Monitor and troubleshoot

Monitor and troubleshoot

Monitor MSR

Mirantis Secure Registry is a Dockerized application. To monitor it, you can use the same tools and techniques you’re already using to monitor other containerized applications running on your cluster. One way to monitor MSR is using the monitoring capabilities of Docker Universal Control Plane.

In your browser, log in to Mirantis Kubernetes Engine (MKE), and navigate to the Stacks page. If you have MSR set up for high-availability, then all the MSR replicas are displayed.

To check the containers for the MSR replica, click the replica you want to inspect, click Inspect Resource, and choose Containers.

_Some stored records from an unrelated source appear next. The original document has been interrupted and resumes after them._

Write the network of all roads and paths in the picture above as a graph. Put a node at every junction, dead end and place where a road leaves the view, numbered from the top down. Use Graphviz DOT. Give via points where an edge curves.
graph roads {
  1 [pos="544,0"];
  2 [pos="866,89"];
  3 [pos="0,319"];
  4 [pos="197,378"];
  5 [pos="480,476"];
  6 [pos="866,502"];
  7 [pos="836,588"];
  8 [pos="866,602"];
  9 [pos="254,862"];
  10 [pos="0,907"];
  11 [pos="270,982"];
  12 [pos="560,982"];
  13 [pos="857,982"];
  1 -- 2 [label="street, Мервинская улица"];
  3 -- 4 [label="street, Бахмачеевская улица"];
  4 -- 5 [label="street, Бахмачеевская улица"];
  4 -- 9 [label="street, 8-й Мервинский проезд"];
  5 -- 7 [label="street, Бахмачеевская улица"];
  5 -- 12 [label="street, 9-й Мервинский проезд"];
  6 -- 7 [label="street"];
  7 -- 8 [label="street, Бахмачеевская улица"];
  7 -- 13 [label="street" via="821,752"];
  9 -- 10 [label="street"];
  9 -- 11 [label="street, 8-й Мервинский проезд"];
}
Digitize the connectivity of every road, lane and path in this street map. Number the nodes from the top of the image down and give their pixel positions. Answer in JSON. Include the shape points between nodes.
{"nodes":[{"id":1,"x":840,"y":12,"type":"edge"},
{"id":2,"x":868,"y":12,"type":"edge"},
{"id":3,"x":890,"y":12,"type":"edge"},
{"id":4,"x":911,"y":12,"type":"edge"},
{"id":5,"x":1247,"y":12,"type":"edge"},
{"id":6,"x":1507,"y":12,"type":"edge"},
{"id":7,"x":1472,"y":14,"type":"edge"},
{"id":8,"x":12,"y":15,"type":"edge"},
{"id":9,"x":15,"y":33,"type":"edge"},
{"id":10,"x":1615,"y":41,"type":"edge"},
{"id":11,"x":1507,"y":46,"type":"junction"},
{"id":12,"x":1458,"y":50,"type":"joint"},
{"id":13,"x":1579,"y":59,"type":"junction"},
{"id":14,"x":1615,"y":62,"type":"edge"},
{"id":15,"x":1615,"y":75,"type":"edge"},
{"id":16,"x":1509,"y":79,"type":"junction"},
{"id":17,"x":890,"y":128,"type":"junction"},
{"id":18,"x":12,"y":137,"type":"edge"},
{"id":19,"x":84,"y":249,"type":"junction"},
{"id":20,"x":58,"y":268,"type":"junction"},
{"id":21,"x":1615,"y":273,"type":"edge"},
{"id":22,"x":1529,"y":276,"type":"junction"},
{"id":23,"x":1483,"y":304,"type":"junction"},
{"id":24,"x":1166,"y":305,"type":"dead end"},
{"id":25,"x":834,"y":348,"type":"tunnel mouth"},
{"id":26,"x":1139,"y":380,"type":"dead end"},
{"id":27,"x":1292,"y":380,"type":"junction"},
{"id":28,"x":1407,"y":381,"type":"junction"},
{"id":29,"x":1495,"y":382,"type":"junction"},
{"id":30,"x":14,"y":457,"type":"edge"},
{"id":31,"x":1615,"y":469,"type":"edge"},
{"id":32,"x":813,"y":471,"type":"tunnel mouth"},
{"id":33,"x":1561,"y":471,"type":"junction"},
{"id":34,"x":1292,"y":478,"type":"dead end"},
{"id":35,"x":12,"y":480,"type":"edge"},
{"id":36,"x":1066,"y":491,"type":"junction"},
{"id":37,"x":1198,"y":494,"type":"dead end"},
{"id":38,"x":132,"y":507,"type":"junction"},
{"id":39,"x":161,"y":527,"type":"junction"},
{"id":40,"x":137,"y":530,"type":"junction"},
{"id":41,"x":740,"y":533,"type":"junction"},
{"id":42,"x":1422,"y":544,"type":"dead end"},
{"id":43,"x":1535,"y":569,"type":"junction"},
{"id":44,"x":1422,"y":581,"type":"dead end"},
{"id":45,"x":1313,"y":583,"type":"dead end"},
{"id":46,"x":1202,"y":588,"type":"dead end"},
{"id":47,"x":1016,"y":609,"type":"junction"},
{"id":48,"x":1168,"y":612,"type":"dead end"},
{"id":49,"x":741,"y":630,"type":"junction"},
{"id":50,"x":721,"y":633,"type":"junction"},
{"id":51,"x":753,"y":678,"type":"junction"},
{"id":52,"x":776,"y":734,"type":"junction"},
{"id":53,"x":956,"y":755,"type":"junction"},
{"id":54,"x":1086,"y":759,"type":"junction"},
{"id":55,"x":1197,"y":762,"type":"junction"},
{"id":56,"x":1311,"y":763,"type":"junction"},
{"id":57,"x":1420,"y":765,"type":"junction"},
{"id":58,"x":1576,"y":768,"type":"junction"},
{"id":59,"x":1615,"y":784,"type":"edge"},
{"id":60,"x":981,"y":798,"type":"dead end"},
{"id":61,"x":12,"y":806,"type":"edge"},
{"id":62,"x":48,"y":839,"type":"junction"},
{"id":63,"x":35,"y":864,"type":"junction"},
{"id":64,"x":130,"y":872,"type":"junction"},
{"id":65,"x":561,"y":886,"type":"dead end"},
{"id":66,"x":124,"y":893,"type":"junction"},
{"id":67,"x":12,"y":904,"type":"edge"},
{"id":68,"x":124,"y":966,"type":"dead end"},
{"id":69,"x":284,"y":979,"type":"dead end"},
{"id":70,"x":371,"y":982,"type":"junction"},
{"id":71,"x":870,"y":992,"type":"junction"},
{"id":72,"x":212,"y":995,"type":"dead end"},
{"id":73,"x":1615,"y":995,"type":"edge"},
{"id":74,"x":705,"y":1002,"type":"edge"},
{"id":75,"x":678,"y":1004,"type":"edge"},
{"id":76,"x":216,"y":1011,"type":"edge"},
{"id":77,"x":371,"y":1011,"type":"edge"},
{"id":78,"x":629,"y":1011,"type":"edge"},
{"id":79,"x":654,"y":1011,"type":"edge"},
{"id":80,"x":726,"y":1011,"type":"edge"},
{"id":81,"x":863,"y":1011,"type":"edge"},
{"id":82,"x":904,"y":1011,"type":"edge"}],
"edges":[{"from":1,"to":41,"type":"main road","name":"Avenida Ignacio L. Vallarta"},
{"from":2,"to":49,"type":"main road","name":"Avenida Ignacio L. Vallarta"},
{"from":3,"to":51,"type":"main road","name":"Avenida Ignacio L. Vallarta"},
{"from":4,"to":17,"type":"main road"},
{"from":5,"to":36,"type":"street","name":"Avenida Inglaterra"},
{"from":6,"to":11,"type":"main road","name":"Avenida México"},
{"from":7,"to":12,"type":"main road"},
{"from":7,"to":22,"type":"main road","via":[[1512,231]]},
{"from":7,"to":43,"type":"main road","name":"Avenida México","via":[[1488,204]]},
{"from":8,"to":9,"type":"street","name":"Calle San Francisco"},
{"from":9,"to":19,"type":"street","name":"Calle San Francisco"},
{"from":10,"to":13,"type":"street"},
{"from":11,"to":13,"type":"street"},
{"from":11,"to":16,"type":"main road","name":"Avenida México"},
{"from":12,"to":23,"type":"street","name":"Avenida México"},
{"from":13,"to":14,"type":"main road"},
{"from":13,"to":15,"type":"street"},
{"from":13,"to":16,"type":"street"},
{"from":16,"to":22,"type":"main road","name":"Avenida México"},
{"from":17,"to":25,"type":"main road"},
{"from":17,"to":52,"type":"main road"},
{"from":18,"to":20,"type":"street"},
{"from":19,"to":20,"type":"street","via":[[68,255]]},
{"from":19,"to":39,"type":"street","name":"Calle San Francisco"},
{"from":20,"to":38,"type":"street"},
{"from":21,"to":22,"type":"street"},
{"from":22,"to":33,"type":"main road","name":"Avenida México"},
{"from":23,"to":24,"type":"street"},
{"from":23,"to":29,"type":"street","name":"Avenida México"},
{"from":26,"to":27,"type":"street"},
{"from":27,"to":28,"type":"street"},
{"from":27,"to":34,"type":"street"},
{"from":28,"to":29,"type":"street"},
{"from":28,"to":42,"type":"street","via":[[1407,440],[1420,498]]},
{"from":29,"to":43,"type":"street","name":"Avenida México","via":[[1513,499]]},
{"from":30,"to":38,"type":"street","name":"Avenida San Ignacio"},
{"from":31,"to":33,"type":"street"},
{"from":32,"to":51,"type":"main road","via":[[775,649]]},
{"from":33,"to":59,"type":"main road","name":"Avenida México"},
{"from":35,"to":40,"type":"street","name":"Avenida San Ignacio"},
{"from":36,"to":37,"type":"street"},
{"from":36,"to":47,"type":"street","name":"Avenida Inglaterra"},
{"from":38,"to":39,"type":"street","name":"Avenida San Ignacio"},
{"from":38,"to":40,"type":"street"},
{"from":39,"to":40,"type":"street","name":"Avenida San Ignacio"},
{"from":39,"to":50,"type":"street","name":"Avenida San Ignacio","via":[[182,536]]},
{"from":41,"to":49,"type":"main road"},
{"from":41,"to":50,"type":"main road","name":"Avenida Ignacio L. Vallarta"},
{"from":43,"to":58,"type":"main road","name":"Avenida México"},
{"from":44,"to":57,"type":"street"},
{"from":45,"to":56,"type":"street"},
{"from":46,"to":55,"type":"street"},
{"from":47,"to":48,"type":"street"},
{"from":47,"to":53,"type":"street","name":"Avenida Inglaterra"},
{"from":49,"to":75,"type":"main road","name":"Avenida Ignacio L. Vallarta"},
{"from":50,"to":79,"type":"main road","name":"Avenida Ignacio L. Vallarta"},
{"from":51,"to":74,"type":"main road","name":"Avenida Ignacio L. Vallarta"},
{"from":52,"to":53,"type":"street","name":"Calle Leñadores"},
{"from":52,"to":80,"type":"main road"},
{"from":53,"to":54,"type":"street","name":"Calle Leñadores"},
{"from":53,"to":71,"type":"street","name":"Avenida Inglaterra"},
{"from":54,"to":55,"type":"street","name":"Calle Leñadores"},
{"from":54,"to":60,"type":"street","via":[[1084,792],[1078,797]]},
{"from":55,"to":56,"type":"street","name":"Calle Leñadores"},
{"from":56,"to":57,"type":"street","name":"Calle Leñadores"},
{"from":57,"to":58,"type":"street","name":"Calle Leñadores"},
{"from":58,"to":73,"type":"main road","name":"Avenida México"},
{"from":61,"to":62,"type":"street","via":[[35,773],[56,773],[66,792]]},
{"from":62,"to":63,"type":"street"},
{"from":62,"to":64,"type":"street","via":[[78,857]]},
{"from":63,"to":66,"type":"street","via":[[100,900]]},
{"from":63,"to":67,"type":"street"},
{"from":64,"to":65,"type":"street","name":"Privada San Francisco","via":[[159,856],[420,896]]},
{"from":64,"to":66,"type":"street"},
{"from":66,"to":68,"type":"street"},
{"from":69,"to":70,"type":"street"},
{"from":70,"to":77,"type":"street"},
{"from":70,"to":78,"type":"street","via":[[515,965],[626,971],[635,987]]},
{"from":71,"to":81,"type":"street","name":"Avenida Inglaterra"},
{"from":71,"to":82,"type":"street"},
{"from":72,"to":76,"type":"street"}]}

Now you can drill into each MSR container to see its logs and find the root cause of the problem.

Health check endpoints

MSR also exposes several endpoints you can use to assess if a MSR replica is healthy or not:

  • /_ping: Checks if the MSR replica is healthy, and returns a simple json response. This is useful for load balancing or other automated health check tasks.

  • /nginx_status: Returns the number of connections being handled by the NGINX front-end used by MSR.

  • /api/v0/meta/cluster_status: Returns extensive information about all MSR replicas.

Cluster status

The /api/v0/meta/cluster_status endpoint requires administrator credentials, and returns a JSON object for the entire cluster as observed by the replica being queried. You can authenticate your requests using HTTP basic auth.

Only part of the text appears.